Latinos, who make up 60 percent of Bexar County’s population, have accounted for more than 75 percent of its coronavirus cases. Data from the San Antonio Metropolitan Health District also shows a disproportionate number of COVID-19-related deaths among Latinos.
Salud America!, an organization affiliated with UT Health San Antonio that focuses on Latino health equity, has launched a new campaign that aims to educate Latino families on how to slow the spread of coronavirus, especially among those with underlying illnesses.
The bilingual English-Spanish digital communication campaign launched Sept. 1 features culturally relevant fact sheets, infographics, and video stories shared on social media, said Salud America!
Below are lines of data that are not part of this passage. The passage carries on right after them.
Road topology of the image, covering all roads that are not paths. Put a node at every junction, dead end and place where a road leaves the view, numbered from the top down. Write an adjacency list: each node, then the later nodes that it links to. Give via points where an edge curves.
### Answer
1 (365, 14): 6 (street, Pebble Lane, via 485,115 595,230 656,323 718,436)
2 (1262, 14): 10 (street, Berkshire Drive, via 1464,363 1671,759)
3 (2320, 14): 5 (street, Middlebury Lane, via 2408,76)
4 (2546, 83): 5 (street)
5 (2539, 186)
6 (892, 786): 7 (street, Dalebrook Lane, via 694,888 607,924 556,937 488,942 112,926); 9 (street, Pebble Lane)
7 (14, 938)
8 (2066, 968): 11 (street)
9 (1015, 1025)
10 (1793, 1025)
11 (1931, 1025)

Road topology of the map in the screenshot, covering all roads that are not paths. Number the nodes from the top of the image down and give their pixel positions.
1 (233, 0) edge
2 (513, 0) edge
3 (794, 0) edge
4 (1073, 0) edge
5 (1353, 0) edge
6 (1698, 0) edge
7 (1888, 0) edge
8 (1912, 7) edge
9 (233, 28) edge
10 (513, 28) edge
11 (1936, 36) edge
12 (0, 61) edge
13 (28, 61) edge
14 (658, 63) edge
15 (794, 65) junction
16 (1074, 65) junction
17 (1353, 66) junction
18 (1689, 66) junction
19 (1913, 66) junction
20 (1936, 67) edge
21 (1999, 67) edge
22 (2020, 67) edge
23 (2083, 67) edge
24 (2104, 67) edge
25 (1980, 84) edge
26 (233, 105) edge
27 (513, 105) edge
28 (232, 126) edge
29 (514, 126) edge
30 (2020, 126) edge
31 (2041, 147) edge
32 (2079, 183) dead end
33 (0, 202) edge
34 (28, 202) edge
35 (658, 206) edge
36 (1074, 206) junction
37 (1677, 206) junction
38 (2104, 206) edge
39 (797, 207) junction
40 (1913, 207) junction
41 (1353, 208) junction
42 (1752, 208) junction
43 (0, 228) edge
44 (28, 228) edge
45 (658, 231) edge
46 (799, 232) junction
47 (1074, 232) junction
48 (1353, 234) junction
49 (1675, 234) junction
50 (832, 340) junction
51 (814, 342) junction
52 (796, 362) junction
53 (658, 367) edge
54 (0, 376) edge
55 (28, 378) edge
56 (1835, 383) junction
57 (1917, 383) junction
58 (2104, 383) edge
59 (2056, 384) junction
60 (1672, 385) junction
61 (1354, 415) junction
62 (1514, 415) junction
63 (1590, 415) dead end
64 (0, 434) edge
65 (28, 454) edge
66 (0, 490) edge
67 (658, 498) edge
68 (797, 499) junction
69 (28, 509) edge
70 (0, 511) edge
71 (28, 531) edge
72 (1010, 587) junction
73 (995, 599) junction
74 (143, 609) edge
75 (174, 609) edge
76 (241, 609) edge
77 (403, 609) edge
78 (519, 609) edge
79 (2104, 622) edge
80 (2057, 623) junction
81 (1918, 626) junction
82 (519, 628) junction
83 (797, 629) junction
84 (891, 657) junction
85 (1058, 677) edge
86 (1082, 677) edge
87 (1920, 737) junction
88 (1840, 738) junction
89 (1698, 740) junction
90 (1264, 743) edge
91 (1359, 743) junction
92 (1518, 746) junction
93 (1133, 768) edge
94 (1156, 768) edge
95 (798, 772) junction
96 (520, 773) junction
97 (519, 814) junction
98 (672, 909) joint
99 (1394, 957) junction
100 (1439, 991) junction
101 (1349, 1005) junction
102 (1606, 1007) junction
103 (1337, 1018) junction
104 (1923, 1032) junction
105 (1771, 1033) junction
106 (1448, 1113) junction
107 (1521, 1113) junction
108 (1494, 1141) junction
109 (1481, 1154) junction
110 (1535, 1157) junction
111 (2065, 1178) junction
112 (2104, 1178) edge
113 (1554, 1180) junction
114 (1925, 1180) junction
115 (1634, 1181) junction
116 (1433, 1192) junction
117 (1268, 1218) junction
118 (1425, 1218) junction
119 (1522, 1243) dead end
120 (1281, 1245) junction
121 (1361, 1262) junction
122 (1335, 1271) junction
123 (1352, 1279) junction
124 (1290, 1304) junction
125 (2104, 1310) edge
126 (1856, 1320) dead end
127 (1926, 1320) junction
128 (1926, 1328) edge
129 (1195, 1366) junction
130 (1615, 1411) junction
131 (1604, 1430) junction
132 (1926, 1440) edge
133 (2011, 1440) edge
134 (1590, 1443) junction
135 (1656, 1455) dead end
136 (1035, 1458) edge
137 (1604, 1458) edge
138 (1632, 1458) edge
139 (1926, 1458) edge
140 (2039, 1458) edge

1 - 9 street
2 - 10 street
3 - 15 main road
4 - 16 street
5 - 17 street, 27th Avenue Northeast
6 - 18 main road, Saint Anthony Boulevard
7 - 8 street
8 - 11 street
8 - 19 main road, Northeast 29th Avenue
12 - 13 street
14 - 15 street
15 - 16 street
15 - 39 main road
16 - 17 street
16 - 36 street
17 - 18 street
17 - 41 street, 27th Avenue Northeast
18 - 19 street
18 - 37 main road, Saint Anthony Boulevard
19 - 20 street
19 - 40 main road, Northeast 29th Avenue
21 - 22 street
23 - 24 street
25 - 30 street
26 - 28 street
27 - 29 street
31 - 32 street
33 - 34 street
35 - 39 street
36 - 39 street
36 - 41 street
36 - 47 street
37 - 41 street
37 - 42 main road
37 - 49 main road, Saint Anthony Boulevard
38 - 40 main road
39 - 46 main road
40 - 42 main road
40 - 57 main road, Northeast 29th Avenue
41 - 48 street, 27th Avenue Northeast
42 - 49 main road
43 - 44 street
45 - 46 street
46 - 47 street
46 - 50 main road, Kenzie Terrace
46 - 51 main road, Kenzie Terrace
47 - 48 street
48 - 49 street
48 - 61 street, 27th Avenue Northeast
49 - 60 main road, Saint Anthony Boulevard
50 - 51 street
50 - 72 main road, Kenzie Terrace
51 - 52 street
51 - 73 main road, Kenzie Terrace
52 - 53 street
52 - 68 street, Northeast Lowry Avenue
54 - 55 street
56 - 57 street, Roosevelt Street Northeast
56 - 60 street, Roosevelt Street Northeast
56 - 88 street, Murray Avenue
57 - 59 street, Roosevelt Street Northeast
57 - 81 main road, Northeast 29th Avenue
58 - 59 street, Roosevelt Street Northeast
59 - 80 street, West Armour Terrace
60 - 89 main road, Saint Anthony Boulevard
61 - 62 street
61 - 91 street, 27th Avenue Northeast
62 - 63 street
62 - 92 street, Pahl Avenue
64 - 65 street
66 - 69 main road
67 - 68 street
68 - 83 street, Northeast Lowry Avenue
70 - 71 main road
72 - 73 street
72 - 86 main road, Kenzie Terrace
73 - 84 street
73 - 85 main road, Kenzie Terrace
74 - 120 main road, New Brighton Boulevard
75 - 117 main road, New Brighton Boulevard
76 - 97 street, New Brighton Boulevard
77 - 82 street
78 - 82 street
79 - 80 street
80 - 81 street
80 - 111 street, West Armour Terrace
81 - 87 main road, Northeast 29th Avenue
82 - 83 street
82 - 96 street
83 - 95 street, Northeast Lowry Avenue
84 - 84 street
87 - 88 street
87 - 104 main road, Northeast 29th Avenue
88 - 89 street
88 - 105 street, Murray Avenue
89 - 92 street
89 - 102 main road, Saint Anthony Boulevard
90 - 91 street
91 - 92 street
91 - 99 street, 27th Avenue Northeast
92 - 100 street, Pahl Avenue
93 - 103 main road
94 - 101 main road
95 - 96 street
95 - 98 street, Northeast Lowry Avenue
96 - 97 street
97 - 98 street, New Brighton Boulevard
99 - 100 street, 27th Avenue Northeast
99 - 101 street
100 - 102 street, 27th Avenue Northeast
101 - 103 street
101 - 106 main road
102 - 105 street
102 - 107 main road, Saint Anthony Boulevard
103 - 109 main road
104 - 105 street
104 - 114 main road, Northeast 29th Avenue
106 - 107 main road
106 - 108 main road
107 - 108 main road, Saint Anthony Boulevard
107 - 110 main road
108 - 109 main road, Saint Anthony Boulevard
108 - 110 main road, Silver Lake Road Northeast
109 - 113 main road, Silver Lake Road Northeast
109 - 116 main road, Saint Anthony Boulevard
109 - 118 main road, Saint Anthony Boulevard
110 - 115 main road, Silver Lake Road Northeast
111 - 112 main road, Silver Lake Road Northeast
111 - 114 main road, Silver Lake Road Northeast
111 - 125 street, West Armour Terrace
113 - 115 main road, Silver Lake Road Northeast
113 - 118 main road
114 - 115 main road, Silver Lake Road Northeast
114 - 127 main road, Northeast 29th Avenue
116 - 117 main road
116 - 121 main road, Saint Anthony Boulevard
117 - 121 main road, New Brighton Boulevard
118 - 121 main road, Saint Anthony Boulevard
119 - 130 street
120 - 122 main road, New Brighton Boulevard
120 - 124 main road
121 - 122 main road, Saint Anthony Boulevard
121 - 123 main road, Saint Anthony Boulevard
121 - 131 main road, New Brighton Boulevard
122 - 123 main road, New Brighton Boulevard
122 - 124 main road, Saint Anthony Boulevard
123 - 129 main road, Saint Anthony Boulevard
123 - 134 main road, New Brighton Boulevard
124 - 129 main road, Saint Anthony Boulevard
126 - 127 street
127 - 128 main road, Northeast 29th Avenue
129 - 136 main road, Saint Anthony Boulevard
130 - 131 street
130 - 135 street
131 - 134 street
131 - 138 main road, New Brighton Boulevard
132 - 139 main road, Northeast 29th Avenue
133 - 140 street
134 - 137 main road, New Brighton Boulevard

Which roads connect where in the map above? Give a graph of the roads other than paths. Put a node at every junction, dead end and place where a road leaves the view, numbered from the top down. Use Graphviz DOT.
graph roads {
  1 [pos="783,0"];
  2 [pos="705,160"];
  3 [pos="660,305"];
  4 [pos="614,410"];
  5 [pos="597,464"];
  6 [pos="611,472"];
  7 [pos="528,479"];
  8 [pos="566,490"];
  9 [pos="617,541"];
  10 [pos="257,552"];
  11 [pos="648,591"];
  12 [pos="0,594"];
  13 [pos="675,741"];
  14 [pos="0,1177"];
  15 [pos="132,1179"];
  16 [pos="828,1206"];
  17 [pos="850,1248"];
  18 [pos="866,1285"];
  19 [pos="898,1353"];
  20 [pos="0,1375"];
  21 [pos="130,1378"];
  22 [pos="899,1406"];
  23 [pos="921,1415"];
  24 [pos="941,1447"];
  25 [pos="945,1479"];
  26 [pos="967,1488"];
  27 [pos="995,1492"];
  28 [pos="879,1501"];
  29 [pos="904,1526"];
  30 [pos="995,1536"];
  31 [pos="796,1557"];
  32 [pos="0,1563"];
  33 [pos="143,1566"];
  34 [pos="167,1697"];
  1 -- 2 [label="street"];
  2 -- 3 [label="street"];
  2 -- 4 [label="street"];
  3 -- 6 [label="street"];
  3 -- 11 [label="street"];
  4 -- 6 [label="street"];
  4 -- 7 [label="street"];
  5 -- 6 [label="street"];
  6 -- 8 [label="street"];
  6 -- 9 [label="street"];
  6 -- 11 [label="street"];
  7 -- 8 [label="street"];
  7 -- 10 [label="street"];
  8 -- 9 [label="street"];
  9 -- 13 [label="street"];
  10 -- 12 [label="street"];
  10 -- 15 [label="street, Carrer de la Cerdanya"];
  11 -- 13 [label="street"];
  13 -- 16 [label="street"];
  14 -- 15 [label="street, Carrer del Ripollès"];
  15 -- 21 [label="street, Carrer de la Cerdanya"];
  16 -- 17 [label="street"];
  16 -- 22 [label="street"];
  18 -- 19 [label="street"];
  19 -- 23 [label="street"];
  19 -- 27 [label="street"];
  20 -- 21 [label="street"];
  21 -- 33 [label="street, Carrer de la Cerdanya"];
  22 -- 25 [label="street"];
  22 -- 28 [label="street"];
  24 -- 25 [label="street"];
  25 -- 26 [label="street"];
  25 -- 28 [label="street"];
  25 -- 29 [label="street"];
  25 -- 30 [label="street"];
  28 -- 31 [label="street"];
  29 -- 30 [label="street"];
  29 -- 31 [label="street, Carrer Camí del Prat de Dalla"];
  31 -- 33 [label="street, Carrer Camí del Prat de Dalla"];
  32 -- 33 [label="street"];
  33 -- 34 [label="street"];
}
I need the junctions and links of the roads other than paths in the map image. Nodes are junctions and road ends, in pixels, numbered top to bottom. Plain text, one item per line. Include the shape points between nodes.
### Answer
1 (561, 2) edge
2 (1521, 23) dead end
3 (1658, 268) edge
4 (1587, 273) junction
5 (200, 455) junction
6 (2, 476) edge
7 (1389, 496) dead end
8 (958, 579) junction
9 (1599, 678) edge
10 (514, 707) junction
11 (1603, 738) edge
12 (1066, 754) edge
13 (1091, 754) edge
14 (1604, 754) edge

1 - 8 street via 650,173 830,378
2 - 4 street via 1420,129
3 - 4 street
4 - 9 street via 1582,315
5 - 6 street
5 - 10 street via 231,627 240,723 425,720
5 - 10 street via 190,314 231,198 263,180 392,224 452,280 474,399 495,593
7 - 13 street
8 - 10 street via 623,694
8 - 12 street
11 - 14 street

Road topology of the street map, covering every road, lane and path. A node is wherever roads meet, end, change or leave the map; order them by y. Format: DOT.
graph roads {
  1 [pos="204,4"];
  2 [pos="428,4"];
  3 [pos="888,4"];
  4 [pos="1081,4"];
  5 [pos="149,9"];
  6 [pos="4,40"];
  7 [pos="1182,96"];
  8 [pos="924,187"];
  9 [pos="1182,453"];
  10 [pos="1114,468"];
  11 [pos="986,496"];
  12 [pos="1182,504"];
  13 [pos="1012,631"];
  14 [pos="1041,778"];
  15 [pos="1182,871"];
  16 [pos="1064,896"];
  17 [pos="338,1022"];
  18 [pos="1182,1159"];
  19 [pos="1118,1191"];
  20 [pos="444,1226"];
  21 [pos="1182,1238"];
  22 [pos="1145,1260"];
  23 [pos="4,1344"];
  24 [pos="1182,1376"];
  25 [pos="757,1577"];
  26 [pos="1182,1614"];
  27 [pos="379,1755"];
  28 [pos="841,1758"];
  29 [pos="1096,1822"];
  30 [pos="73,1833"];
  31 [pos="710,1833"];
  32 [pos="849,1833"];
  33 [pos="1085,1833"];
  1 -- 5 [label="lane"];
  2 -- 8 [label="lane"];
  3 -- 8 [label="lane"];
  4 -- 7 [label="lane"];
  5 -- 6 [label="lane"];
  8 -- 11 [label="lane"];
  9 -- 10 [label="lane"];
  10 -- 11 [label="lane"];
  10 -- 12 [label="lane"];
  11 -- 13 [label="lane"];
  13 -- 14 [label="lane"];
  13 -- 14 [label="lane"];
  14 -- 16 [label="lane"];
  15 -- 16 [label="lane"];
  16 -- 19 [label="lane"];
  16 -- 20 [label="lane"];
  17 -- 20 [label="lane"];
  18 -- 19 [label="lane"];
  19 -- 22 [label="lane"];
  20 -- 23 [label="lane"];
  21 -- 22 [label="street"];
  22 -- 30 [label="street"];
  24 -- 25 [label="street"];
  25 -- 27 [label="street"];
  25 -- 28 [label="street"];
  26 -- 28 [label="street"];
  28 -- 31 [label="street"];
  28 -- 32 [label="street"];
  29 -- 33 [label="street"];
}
Director Amelie Ramirez.
“This campaign is important not just in San Antonio but nationwide, because our Latino community has taken a bigger hit than some of the other population groups,” Ramirez said. “So we felt that we really needed to get the word out for them to try to be as compliant [with the public health recommendations] as possible.”
The #JuntosStopCovid campaign centers on the three main principles experts have stressed during the pandemic: Wear a face mask and care for it properly, know what to do if you’re exposed to the virus or test positive, and avoid public spaces and large gatherings.
Latinos represent more than 20 percent of COVID-19-related deaths in the U.S., despite being 18.5 percent of the population, according to the Centers for Disease Control and Prevention.
The CDC also reported that 94 percent of people who died from COVID-19 had a pre-existing condition, like diabetes, which disproportionately affects Latinos. Those pre-existing conditions are another focus of the campaign.
“Among our population, many have diabetes, cardiovascular disease, high blood pressure, higher rates of asthma or any kind of respiratory situation, and some of our smoking rates are a little bit higher in our younger population of Latinos,” Ramirez said. “So we are educating on the increased risk for people with these health concerns.”
Ramirez said that another reason Latinos may be at increased risk for COVID-19 is because many of them work in service industries or in jobs in which they interact with many people, such as frontline work at grocery stores. These types of jobs do not allow them to work from home.
Racial and ethnic minorities and those who are socioeconomically disadvantaged often rely on public transportation to get to work, which also increases their risk of being exposed to the coronavirus, said Dr. Goraleh Agha, Metro Health’s chief of informatics at panel last month on health disparities and COVID-19.
Black and Hispanic people in San Antonio also have higher rates of diabetes-related hospitalizations and amputations, and diabetes is the main underlying health condition for 60 percent of COVID-19-related hospitalizations in Bexar County, Agha said.
A major tenet of the Salud America! campaign is to emphasize the importance of family, which is an important social construct to the Latino community.
“If they live in multigenerational housing, it’s really hard for them to kind of separate themselves, and it might be hard to prevent large family gatherings, but they can limit [the size of] their gatherings,” Ramirez said. “And limiting the gathering will prevent an outbreak among a family.”
In addition to sharing information online with its more than 400,000 followers on social media, Salud America! has partnered with Medicare to post information in health care facilities and mail it out to patients.
“It’s been very successful so far,” Ramirez said of the campaign. “The main point we want to get across is that the information we are sharing is the advice of public health experts and is backed by science.”
Ramirez said that the Latino community often relies on getting its news from Spanish-language television networks such as Univision, but there are no local news outlets that inform the Spanish-speaking community about the coronavirus. Salud America! is trying to reach those people who rely on bilingual media and advertising through its social media campaign and website.
“COVID-19 infection prevention measures work,” Ramirez said, “and Latinos and all people can immediately change habits and interactions to slow the spread.”